DC’s post-crisis, Dark Age portrayal of the Batman had long been a source of aggravation for both Morrison and Millar. Years before Morrison landed the job of scripting the JLA, the two men had developed a shared and detailed understanding of how to rectify the situation. Even interviews intended to publicise their work for other companies had a tendency to return to their mutual bugbear; the supposed corruption of the superhero book, and, in particular, DC’s demeaning of the character of the Dark Knight. And so, a 1995 interview with Comic World designed primarily to publicise their collaboration on Marvel’s Skrull Kill Krew soon strayed into familiar territory, with Morrison bemoaning that;

“… the Joker’s making snuff movies and Batman’s an uptight, snarling loon with clenched buttocks …  a miserable bastard (who enjoys) beating people up.  That’s just pointless because it means nothing to what superhero comics should be about. A superhero comic represents all these fantastic, godlike human beings.” (*1)
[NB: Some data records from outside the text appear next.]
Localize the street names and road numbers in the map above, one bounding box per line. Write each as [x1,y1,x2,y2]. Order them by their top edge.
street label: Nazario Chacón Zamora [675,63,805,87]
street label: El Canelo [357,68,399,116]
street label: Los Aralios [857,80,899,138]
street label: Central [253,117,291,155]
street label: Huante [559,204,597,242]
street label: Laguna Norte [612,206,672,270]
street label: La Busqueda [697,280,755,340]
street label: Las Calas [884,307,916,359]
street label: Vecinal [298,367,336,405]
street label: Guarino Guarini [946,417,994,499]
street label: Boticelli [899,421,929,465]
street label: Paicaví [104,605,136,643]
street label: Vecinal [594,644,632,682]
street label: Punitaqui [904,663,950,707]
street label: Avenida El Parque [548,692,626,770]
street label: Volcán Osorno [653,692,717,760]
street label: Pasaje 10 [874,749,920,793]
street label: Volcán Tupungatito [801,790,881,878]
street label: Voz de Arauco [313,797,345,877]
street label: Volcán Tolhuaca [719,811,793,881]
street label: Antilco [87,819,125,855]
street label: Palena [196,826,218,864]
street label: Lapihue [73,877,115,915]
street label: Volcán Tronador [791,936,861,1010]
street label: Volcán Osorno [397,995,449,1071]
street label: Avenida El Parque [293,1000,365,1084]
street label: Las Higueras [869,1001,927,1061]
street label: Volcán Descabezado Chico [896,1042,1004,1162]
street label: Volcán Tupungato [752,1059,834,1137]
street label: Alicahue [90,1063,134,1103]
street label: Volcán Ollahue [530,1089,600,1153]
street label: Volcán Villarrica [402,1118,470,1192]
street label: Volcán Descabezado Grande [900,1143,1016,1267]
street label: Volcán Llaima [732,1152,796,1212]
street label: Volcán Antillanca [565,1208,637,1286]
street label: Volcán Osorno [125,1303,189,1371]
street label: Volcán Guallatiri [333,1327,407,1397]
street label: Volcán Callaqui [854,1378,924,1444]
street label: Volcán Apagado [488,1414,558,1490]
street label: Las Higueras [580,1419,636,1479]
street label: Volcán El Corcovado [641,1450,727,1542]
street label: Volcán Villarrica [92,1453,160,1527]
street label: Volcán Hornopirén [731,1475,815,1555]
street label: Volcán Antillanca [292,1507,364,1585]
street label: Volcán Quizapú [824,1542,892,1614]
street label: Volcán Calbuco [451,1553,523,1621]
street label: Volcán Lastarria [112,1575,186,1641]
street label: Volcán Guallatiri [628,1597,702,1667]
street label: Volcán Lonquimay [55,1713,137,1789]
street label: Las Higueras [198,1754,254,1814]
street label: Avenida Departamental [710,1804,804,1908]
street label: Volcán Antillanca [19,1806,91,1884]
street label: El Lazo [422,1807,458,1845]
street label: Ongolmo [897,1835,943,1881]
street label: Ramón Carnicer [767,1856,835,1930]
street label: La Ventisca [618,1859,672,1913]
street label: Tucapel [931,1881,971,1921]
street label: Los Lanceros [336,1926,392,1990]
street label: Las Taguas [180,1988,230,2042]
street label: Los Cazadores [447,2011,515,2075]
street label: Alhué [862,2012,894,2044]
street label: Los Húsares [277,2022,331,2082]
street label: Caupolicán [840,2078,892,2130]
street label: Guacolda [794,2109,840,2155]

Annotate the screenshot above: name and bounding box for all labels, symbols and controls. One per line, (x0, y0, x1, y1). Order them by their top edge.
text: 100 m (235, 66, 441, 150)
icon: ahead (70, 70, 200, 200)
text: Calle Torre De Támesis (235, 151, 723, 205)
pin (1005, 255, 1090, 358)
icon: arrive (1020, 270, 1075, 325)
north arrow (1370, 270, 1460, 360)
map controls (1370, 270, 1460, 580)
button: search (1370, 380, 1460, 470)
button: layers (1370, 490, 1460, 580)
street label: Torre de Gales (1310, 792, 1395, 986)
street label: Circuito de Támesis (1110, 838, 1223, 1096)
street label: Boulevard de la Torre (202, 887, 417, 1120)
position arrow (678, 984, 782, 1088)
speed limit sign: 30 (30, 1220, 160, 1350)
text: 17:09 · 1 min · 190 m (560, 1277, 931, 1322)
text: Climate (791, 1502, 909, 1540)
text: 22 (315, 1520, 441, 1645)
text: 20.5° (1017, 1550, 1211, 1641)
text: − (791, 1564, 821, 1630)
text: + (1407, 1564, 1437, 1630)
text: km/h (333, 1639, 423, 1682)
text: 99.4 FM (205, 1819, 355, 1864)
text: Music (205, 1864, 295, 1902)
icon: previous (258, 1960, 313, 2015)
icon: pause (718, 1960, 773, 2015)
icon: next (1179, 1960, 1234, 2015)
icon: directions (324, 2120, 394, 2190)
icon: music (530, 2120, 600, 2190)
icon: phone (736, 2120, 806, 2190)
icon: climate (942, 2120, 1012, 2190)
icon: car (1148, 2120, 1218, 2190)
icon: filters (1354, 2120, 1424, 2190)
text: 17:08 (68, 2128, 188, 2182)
No-one should be surprised that Morrison and Millar’s depictions of The Batman between 1996 and 1999 were so similar in tone and content, for they’d clearly spent their time on the periphery of the superhero industry plotting its fundamental transformation. Though the evidence insists their mutual analysis was rooted in Morrison’s longheld beliefs, the younger man was clearly devoted to the programme. So close were their mutual convictions that Millar’s statements could appear indistinguishable from those of Morrison’s, as the following response to a Steve Holland question shows;

“But that’s the way we’re looking at superheroes. Superheroes are a very basic representation of the peak of what people can aspire to and I think superheroes are the perfect expression of the comics form.” (*2)

from 1997’s Aztek #6, by Morrison, Millar, N Steven Harris, Keith Champagne et al

All but that sentence’s final clause could be quite easily taken for a Morrison quote, and it’s not just that the words express the analysis that he’d been disseminating since the end of the Eighties. (*3) Even the very phrasing seems distinctly Morrisonesque. None of this is to say that Millar hadn’t made significant contributions to his partner’s thinking, but the basic context in which their discussions took place appears to have been Morrison’s.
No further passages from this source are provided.